There was a time, in the early decades of armoured warfare, where tanks could roll across the battlefield in broad daylight – and their crews could expect to survive. Yes, rough terrain, mines, artillery, handheld anti-tank weapons and other tanks posed a threat. But not an existential one.
It was this expectation that tanks could survive – especially when supported by engineers, infantry, artillery and air power – that underpinned the tank doctrine that the biggest armies championed through the Cold War and into the 2020s. Tanks would spearhead powerful attacks on enemy lines, aiming to break through the outermost defences in order to run amuck in the enemy’s vulnerable rear area. The essence of tank warfare was aggressive attack, not caution: and many advocates of armoured warfare would say that it still is.
Massive, tank-led attacks were common as recently as the US-led invasion of Iraq in 2003. But in the 20 years that followed, drone technology developed faster than anti-drone defences developed. 
When the Russian army launched powerful tank assaults deep into Ukraine in February 2022, it ran straight into the drone revolution in armoured warfare. Russian tank columns, stretched out along the highways leading to Kyiv, were under constant surveillance by Ukrainian drones. Ukrainian artillery and anti-tank missile teams lay in wait to ambush the Russian vehicles where they were most vulnerable: at the end of the Russians’ fragile supply lines.
It got worse for the tankers. The first few explosive first-person-view drones appeared in the sky over Ukraine as the Russians fell back later in 2022. By 2023, the tiny hovering drones – some equipped strictly for surveillance, others built to explode on contact – were everywhere.

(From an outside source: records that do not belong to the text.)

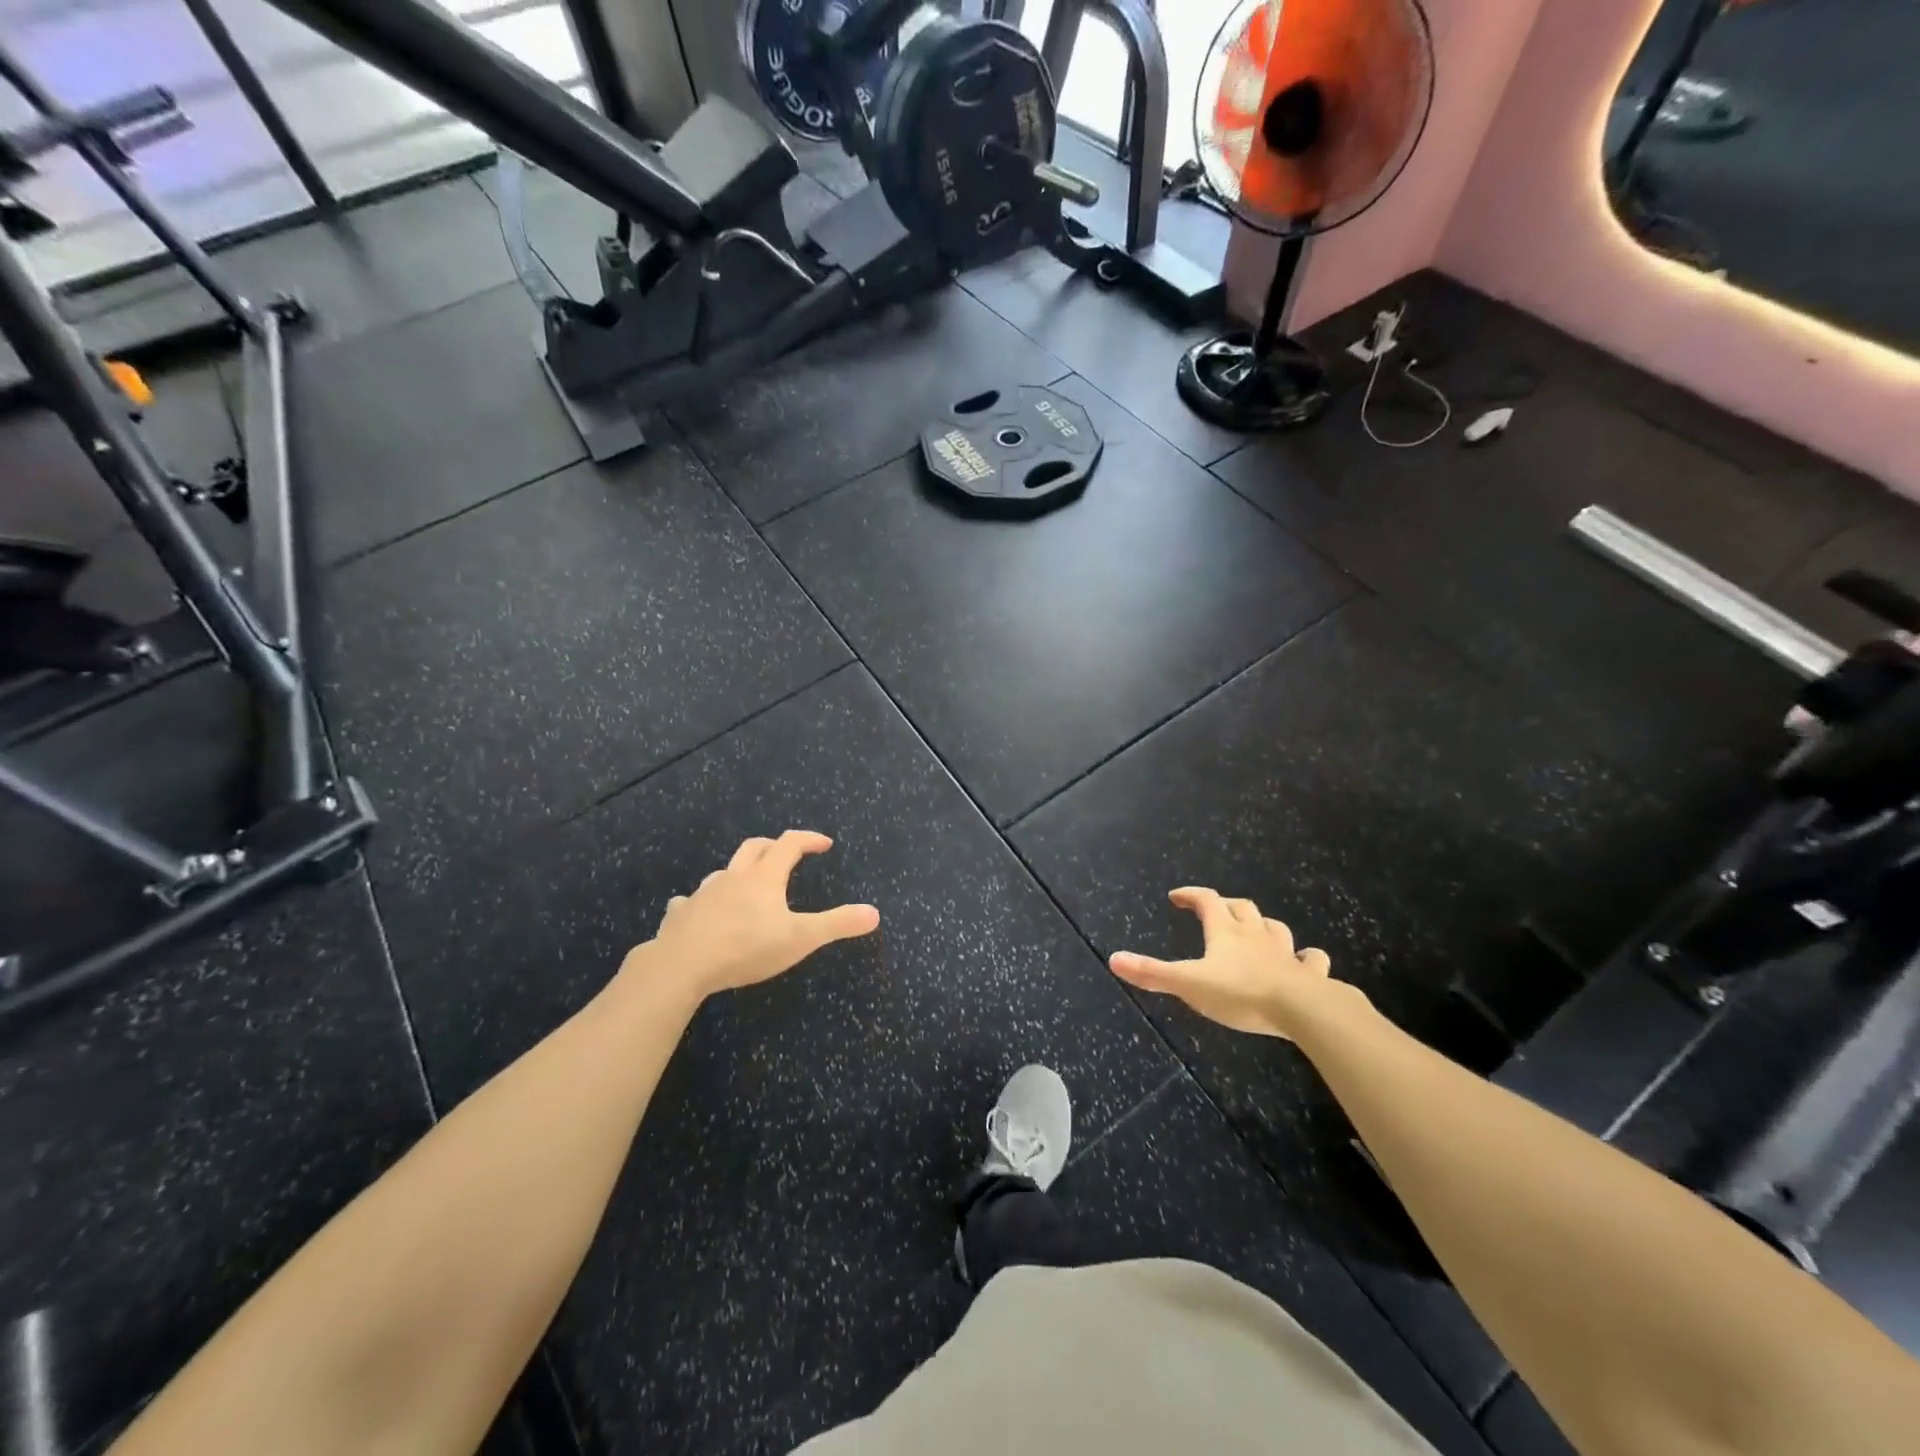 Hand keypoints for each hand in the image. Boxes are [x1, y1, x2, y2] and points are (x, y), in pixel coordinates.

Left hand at [629, 831, 878, 1000]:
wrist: (681, 965)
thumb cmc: (746, 948)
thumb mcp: (800, 938)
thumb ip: (837, 924)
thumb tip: (875, 913)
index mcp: (764, 877)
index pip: (790, 844)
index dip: (809, 839)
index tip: (824, 843)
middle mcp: (733, 877)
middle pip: (754, 848)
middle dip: (774, 846)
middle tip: (787, 853)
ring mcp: (703, 894)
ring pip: (724, 872)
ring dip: (739, 872)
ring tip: (747, 886)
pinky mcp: (680, 915)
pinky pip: (690, 901)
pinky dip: (703, 902)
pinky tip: (702, 913)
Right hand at [1109, 887, 1336, 1040]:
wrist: (1303, 1009)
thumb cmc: (1240, 993)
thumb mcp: (1188, 983)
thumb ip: (1152, 973)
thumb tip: (1113, 959)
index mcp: (1225, 932)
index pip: (1206, 900)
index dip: (1190, 894)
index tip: (1176, 897)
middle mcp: (1255, 935)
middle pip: (1242, 908)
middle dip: (1226, 905)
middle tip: (1215, 911)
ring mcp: (1286, 953)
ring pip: (1275, 928)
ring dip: (1263, 926)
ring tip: (1256, 930)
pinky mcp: (1310, 975)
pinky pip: (1312, 959)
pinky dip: (1307, 958)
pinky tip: (1305, 961) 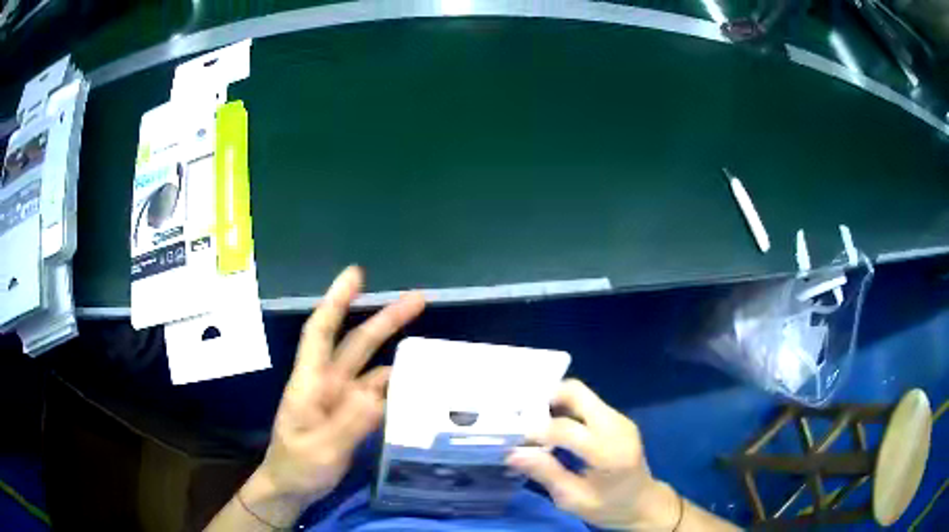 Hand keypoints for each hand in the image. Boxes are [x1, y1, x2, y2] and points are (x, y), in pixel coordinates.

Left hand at [255, 266, 424, 509]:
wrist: (291, 488)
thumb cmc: (297, 467)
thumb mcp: (321, 450)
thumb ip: (349, 423)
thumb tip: (381, 391)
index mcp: (311, 382)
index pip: (321, 331)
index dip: (337, 300)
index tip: (357, 274)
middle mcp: (328, 383)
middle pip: (357, 343)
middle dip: (385, 318)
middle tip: (418, 298)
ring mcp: (341, 400)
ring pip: (372, 368)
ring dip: (397, 353)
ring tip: (431, 349)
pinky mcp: (352, 416)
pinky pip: (378, 394)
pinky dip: (397, 386)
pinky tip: (419, 387)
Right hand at [507, 379, 680, 530]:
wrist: (643, 502)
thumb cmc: (608, 507)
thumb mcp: (573, 499)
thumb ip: (546, 473)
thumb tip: (513, 453)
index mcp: (608, 451)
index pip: (565, 428)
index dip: (535, 430)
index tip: (513, 437)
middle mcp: (616, 426)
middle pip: (576, 392)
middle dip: (544, 399)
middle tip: (522, 416)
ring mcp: (619, 418)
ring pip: (580, 394)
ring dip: (553, 403)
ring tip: (532, 421)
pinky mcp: (617, 418)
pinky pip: (587, 403)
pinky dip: (565, 409)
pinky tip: (552, 426) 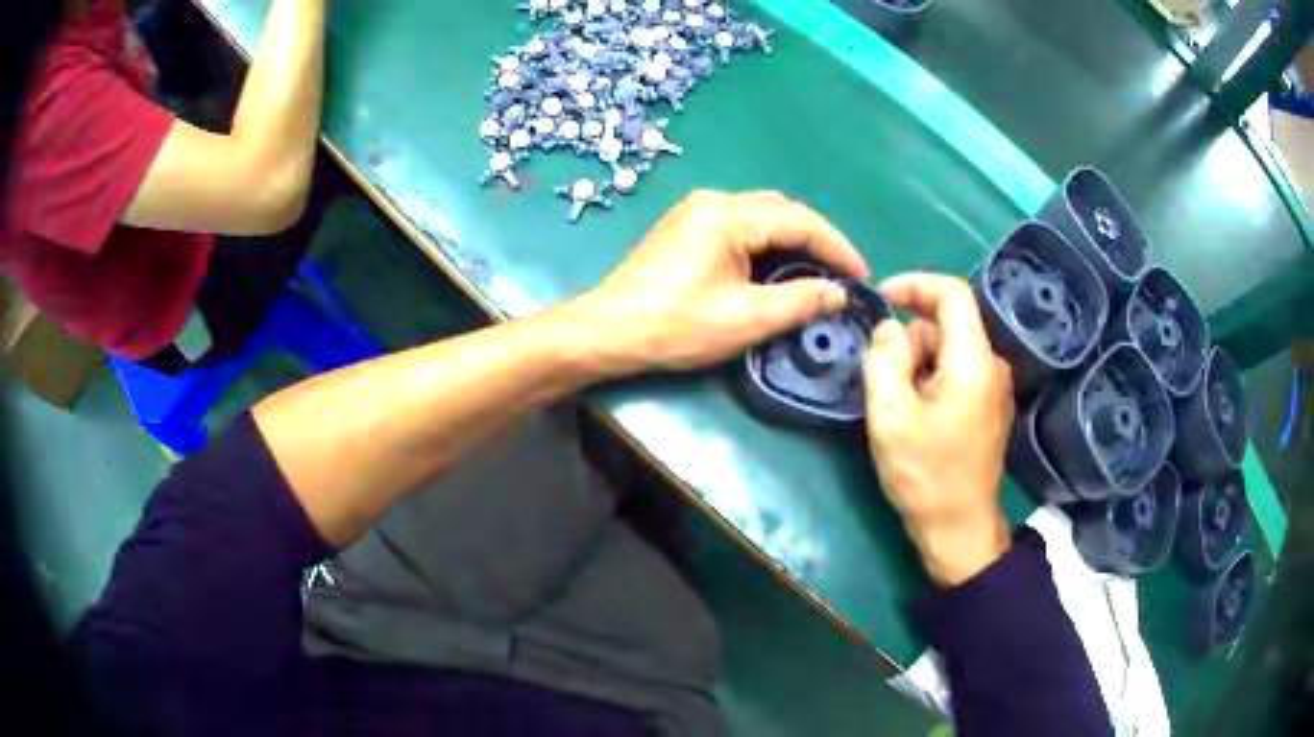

Today, Ukraine builds two-pound, $500 FPV drones at a rate of three million per year. Russia at least matches that production rate, although its poorly-managed drone operators may be less skilled.
Most tanks were designed in eras when attacks from the sides and front were most common. To protect tanks from the likeliest attacks, engineers thinned out the tanks’ top and back armour and reinforced the armour on the turret face and along the hull’s frontal arc. 
But FPV drones can strike at angles that exploit this thinner protection along a tank’s top and back. The sheer number of FPV drones over a given length of the front line – sometimes dozens at a time in a single spot – compounded the problem. “In 2024, you can have a $500 FPV drone take out a tank worth millions,” a tanker with the last name Bohdan told Kirichenko.
FPVs are now among the biggest killers of Russian and Ukrainian tanks. In 31 months of hard fighting, the Russians have lost around 3,300 tanks, according to the analysts at the Oryx intelligence collective. That’s as many tanks as the Russian military had in active service before the wider war. (The Kremlin has made good its losses by building new tanks and reactivating old Cold War tanks.) The Ukrainians have lost nearly 900 tanks. That’s also nearly 100 percent of their pre-war inventory.
To put into perspective the scale of the tank losses, consider that the British Army possesses slightly more than 200 tanks. The Russian army loses that many tanks in two months.
Russian and Ukrainian tankers are scrambling to adapt. To survive, tanks hide – and fire their guns from under the cover of camouflaged, stationary positions. When tanks must venture out into the open for attacks, their crews count on anti-drone radio jammers and layers of add-on armour – outward-exploding reactive blocks, metal grills and shed-like metal shells – to mitigate the risk from drone strikes.
“Tanks aren’t as effective as they once were,” a tanker with the first name Victor told Kirichenko. But that doesn’t mean they aren’t still useful. “Tanks will still be around in the future, but FPV drones have changed tank warfare forever,” Victor added.
Don’t expect hundreds of tanks to mass for swift attacks across open ground like they did as recently as 2003. Swarms of drones have rendered that tactic obsolete.
Instead, tanks will fight in small numbers and from under cover where possible – their crews more cautious than ever.